The fact that this buck mule deer was able to survive western Wyoming’s harsh winter of 2022-2023 only to succumb to CWD a few months later, is a stark reminder that winter isn’t the only challenge these animals face. 

Since 1997, Wyoming Game and Fish has been monitoring the distribution and prevalence of CWD to better understand how this disease affects the health of Wyoming’s deer and elk populations. Evidence suggests that CWD is transmitted via saliva, urine, feces, or even infected carcasses.  Animals may also be infected through the environment via contamination of feed or habitat with prions, which can persist for 10 or more years. 

Still, CWD remains a vexing wildlife malady with a lot still to be learned.

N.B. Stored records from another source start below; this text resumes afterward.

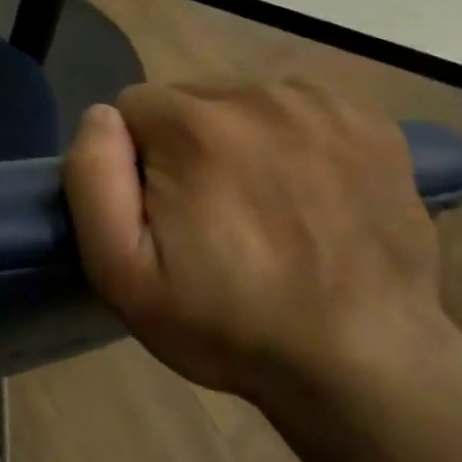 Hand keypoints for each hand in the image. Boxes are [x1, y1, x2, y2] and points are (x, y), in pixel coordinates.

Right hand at [64, 83, 456, 405]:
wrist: (370, 367)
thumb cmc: (230, 324)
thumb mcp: (122, 271)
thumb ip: (91, 178)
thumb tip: (100, 116)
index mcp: (194, 125)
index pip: (132, 109)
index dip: (137, 163)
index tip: (164, 216)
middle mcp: (258, 94)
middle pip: (187, 101)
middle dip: (186, 147)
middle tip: (215, 219)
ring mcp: (321, 105)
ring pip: (241, 103)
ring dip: (238, 142)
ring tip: (264, 209)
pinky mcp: (369, 121)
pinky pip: (298, 110)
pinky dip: (291, 141)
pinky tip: (307, 193) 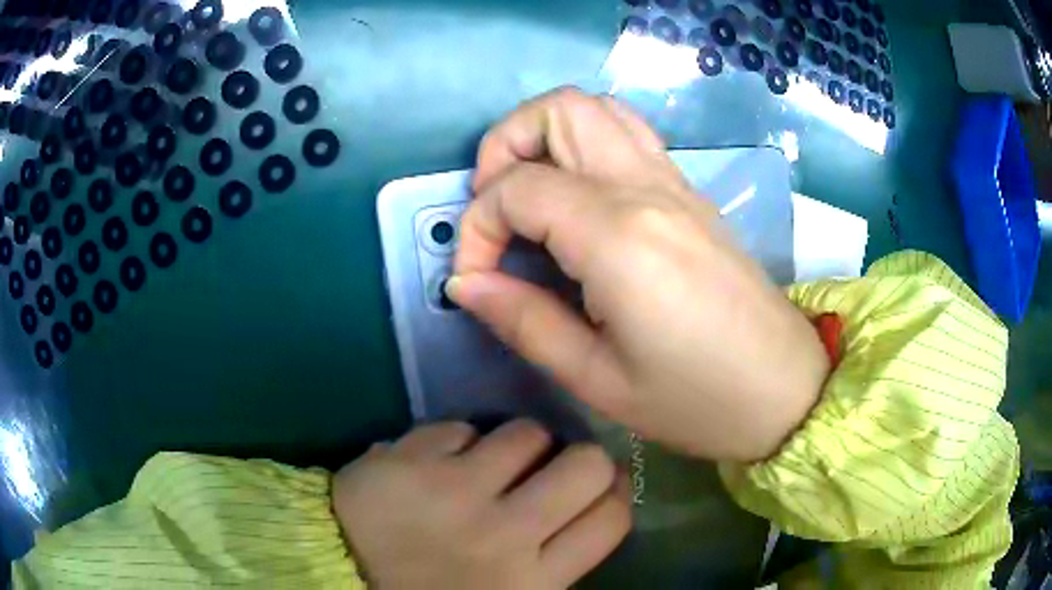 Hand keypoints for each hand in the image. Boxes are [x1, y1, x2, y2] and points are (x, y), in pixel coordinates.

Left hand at [333, 420, 629, 588]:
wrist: (339, 575)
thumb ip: (553, 565)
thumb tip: (589, 510)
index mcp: (532, 582)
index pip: (611, 520)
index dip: (614, 495)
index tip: (598, 489)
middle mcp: (504, 535)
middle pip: (588, 465)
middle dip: (581, 459)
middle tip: (556, 468)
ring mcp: (455, 491)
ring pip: (528, 433)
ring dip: (518, 446)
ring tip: (494, 462)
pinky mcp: (411, 459)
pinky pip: (462, 427)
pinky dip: (457, 443)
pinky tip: (437, 464)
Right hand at [448, 87, 829, 462]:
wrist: (784, 391)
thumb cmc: (696, 401)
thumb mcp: (597, 379)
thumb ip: (523, 321)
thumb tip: (465, 283)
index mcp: (619, 236)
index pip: (516, 189)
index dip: (477, 229)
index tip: (477, 280)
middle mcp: (646, 188)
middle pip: (558, 110)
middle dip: (504, 146)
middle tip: (496, 210)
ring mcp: (674, 182)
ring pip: (596, 109)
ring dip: (545, 136)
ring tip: (530, 196)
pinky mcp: (690, 192)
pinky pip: (628, 134)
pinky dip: (585, 145)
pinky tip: (578, 201) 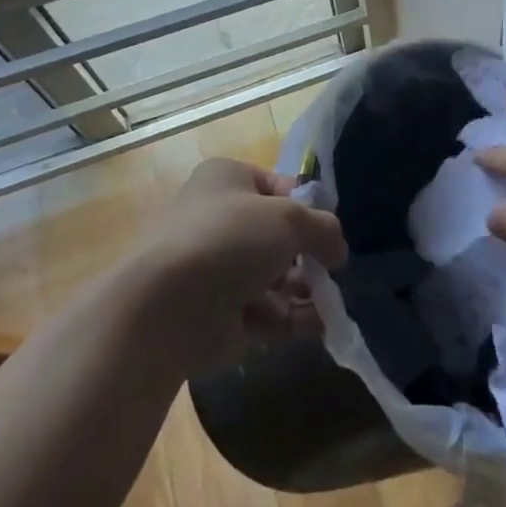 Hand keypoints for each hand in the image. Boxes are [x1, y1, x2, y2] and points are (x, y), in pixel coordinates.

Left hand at [139, 157, 346, 375]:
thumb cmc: (230, 240)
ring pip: (272, 276)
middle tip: (331, 269)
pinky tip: (318, 325)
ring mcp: (215, 270)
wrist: (167, 309)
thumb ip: (323, 229)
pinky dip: (291, 318)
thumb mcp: (290, 218)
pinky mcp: (216, 315)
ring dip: (303, 288)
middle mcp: (217, 220)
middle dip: (307, 254)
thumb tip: (338, 250)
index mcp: (226, 181)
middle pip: (276, 235)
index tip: (328, 227)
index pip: (277, 186)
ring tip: (328, 301)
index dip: (306, 206)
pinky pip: (263, 311) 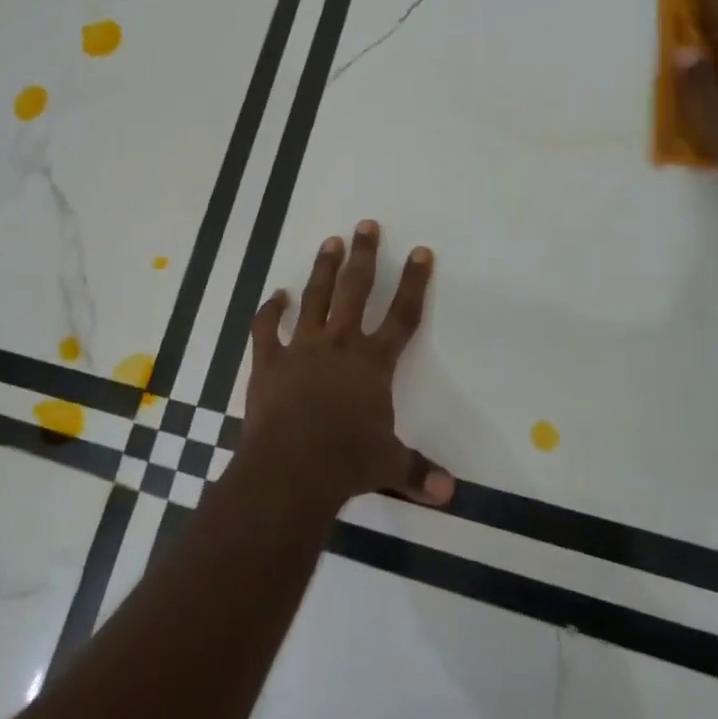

However, one thing that is known, is that congregating big game animals through supplemental feeding leads to increased disease transmission. This is a primary reason why the Wyoming Game and Fish Department does not endorse the supplemental feeding of deer. Artificial feeding can also disrupt a deer’s natural instinct to seasonally move across the landscape to take advantage of the highest quality forage available.  

Elk have been supplementally fed in western Wyoming for over a century, and while an elk’s stomach can more easily adapt to being fed hay, there are still very real issues of increased disease that comes with congregating these animals. Feedground elk have always had a higher prevalence of brucellosis than their free-ranging counterparts, but that disease hasn’t been population-limiting. 

Now, as CWD is spreading into feedground elk of western Wyoming, the always-fatal disease has the potential to have serious impacts. However, despite the very real disease issues associated with feeding elk, there are also benefits such as keeping brucellosis-infected elk away from cattle, limiting damage to landowners’ hay crops, and keeping elk from competing with struggling mule deer herds, all while maintaining robust elk numbers. Thus, the practice of feeding elk has become entrenched in western Wyoming’s wildlife management, not to mention Wyoming culture, and it is not easily undone. 

This is why the Game and Fish Department has spent the past three years leading an elk feedgrounds public collaborative, working closely with public stakeholders to develop a long-term elk feedgrounds management plan as a guide forward in the face of the growing CWD issue. The long-term elk feedgrounds management plan, a culmination of this multi-year public collaborative effort, is planned to be brought before the Wyoming Game and Fish Commission at their March 2024 meeting in Pinedale. 

Visit the Game and Fish website to learn more about the Elk Feedgrounds: A challenge we can take on public collaborative, and the presence of CWD in Wyoming’s wildlife, including animal testing, transmission and regulations on transportation and disposal of carcasses. Continued monitoring of CWD over time is important to help Game and Fish understand the potential impacts of the disease and evaluate future management actions for deer and elk. The disease is 100% fatal to deer, elk and moose that have been infected.